Dataset entries:
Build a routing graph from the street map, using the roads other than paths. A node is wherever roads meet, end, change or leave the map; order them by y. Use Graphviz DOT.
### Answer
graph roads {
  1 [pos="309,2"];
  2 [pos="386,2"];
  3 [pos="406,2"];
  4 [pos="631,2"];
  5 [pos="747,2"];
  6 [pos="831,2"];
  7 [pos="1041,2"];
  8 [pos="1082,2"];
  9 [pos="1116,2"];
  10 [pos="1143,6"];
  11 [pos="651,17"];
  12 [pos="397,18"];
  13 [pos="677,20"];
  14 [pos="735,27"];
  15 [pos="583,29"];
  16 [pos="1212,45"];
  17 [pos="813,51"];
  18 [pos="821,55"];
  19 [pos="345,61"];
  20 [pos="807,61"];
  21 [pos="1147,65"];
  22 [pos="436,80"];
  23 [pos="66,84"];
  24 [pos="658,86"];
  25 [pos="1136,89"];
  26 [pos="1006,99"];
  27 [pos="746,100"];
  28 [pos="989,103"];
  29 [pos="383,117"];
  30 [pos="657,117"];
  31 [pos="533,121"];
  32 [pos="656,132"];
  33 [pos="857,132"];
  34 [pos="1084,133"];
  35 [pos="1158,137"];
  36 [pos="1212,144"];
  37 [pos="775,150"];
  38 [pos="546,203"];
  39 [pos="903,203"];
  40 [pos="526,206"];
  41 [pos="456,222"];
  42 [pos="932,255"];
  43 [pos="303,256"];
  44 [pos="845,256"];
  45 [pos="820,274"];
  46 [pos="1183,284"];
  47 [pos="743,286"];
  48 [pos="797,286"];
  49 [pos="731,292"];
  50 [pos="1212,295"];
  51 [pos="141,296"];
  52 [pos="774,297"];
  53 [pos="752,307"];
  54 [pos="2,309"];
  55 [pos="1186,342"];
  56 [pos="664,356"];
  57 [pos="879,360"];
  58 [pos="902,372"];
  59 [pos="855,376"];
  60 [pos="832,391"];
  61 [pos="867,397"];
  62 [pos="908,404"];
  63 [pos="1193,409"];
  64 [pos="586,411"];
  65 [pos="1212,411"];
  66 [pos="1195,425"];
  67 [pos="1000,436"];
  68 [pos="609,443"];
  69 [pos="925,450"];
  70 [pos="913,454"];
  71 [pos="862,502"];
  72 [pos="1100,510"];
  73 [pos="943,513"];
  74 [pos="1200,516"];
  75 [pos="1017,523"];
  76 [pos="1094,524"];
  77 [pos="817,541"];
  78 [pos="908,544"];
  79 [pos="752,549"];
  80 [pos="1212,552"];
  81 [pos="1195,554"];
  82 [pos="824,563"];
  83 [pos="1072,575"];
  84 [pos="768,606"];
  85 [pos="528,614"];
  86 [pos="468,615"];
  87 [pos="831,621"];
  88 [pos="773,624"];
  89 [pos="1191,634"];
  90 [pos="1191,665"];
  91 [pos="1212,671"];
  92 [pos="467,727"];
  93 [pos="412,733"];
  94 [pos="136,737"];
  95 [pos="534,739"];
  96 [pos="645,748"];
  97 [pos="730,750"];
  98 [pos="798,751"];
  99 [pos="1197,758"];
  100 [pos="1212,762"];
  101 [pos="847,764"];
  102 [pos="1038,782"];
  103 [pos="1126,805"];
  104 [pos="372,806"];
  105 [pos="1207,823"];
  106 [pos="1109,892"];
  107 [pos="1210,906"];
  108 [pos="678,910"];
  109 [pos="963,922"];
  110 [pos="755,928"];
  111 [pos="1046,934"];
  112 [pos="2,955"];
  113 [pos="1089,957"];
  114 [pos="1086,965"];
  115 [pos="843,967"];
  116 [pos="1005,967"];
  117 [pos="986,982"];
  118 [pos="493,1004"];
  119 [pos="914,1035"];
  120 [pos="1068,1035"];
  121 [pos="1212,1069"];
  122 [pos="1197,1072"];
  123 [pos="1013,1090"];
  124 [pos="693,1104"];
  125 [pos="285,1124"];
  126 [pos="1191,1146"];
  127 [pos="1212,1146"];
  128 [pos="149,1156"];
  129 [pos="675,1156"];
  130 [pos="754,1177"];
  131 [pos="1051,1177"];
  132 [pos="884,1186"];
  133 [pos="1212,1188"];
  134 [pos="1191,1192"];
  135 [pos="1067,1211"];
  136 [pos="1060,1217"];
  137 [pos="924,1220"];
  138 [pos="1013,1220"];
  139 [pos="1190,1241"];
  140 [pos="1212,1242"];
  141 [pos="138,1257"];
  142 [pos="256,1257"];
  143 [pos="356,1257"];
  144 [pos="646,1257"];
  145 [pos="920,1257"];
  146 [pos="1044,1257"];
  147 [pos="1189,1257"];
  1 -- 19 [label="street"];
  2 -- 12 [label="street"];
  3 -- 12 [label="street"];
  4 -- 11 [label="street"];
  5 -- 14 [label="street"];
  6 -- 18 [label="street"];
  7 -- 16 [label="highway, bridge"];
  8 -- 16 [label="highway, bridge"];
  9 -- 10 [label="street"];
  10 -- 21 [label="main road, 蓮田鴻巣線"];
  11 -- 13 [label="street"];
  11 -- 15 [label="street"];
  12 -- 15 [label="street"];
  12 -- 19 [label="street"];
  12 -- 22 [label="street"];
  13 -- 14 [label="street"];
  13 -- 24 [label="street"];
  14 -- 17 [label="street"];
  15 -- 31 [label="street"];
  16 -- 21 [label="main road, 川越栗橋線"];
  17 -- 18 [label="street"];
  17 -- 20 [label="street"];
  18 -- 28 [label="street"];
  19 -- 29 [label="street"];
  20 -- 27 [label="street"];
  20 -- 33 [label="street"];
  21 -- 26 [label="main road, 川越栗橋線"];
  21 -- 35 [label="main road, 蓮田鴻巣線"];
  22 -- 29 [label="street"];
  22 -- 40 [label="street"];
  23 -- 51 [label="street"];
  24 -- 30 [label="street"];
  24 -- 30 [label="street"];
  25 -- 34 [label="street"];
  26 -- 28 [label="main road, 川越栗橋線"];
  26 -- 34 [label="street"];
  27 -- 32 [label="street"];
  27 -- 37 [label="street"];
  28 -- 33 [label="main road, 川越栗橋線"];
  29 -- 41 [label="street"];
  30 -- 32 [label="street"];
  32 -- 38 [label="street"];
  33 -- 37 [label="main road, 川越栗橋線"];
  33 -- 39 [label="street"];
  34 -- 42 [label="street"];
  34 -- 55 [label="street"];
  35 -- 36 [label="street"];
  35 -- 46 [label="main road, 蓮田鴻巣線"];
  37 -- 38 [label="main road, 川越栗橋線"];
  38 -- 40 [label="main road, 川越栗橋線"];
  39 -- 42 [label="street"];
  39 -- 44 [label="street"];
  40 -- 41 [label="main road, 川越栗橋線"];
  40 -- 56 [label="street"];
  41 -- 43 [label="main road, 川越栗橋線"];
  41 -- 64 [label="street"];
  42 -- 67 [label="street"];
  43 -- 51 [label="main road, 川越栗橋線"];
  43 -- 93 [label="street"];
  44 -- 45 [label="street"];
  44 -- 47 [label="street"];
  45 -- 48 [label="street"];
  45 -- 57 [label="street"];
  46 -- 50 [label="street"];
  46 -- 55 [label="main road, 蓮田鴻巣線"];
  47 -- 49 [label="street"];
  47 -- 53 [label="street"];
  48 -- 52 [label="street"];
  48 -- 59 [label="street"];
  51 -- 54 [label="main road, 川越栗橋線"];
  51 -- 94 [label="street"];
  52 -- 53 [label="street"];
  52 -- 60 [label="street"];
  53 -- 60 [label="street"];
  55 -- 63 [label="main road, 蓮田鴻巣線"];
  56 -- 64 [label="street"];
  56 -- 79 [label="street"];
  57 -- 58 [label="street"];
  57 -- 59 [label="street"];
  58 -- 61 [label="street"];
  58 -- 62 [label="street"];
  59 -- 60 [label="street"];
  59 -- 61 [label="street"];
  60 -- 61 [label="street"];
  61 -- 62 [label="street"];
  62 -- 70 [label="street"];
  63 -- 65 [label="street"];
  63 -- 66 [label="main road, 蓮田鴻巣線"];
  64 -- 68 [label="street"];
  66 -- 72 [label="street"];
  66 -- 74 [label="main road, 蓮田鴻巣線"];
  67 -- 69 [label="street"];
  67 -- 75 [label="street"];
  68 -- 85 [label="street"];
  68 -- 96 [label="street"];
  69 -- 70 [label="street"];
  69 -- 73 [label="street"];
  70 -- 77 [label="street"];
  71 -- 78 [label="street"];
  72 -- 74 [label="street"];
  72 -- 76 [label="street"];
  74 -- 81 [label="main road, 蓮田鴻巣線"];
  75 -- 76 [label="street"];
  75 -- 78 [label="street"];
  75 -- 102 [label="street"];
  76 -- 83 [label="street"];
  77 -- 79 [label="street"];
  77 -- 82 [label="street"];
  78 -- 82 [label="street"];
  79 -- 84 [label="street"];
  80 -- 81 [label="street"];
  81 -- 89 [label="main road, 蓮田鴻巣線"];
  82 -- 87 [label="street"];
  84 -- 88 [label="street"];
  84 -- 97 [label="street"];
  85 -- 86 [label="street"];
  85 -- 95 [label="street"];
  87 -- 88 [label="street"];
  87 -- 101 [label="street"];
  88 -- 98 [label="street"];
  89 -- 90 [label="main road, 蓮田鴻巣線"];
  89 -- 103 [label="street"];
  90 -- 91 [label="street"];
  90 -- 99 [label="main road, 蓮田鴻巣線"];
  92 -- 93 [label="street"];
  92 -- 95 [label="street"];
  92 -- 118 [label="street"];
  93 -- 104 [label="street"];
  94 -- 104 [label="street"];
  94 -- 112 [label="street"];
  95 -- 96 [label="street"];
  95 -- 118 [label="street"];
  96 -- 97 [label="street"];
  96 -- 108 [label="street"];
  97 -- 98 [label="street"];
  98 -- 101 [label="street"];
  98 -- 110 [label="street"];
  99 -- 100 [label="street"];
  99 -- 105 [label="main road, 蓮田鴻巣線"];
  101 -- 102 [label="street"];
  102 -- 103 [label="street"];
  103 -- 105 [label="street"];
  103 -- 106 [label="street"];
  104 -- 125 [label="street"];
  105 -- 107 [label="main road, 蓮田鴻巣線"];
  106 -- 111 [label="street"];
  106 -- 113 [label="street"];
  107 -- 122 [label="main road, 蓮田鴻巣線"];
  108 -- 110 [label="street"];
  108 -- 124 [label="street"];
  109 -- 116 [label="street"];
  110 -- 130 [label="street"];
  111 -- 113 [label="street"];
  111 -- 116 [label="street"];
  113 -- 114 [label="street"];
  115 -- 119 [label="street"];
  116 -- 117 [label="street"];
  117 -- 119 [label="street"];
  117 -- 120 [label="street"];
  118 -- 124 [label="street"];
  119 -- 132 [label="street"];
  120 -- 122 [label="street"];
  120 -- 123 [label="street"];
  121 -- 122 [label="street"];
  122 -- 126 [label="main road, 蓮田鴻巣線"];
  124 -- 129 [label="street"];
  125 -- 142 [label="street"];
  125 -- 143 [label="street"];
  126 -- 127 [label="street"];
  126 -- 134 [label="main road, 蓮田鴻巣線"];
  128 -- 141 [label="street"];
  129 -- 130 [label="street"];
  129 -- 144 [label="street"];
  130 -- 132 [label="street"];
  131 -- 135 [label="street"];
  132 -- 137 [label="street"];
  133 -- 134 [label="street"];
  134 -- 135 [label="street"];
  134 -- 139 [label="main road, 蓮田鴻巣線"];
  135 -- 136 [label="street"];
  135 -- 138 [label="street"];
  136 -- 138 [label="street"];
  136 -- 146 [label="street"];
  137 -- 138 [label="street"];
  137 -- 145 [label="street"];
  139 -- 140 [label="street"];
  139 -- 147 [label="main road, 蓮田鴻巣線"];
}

• _Task brief_: From the records above, copy each line where the word "roads" can be found.

• _Completed exercise_:
Build a routing graph from the street map, using the roads other than paths. A node is wherever roads meet, end, change or leave the map; order them by y. Use Graphviz DOT.
graph roads {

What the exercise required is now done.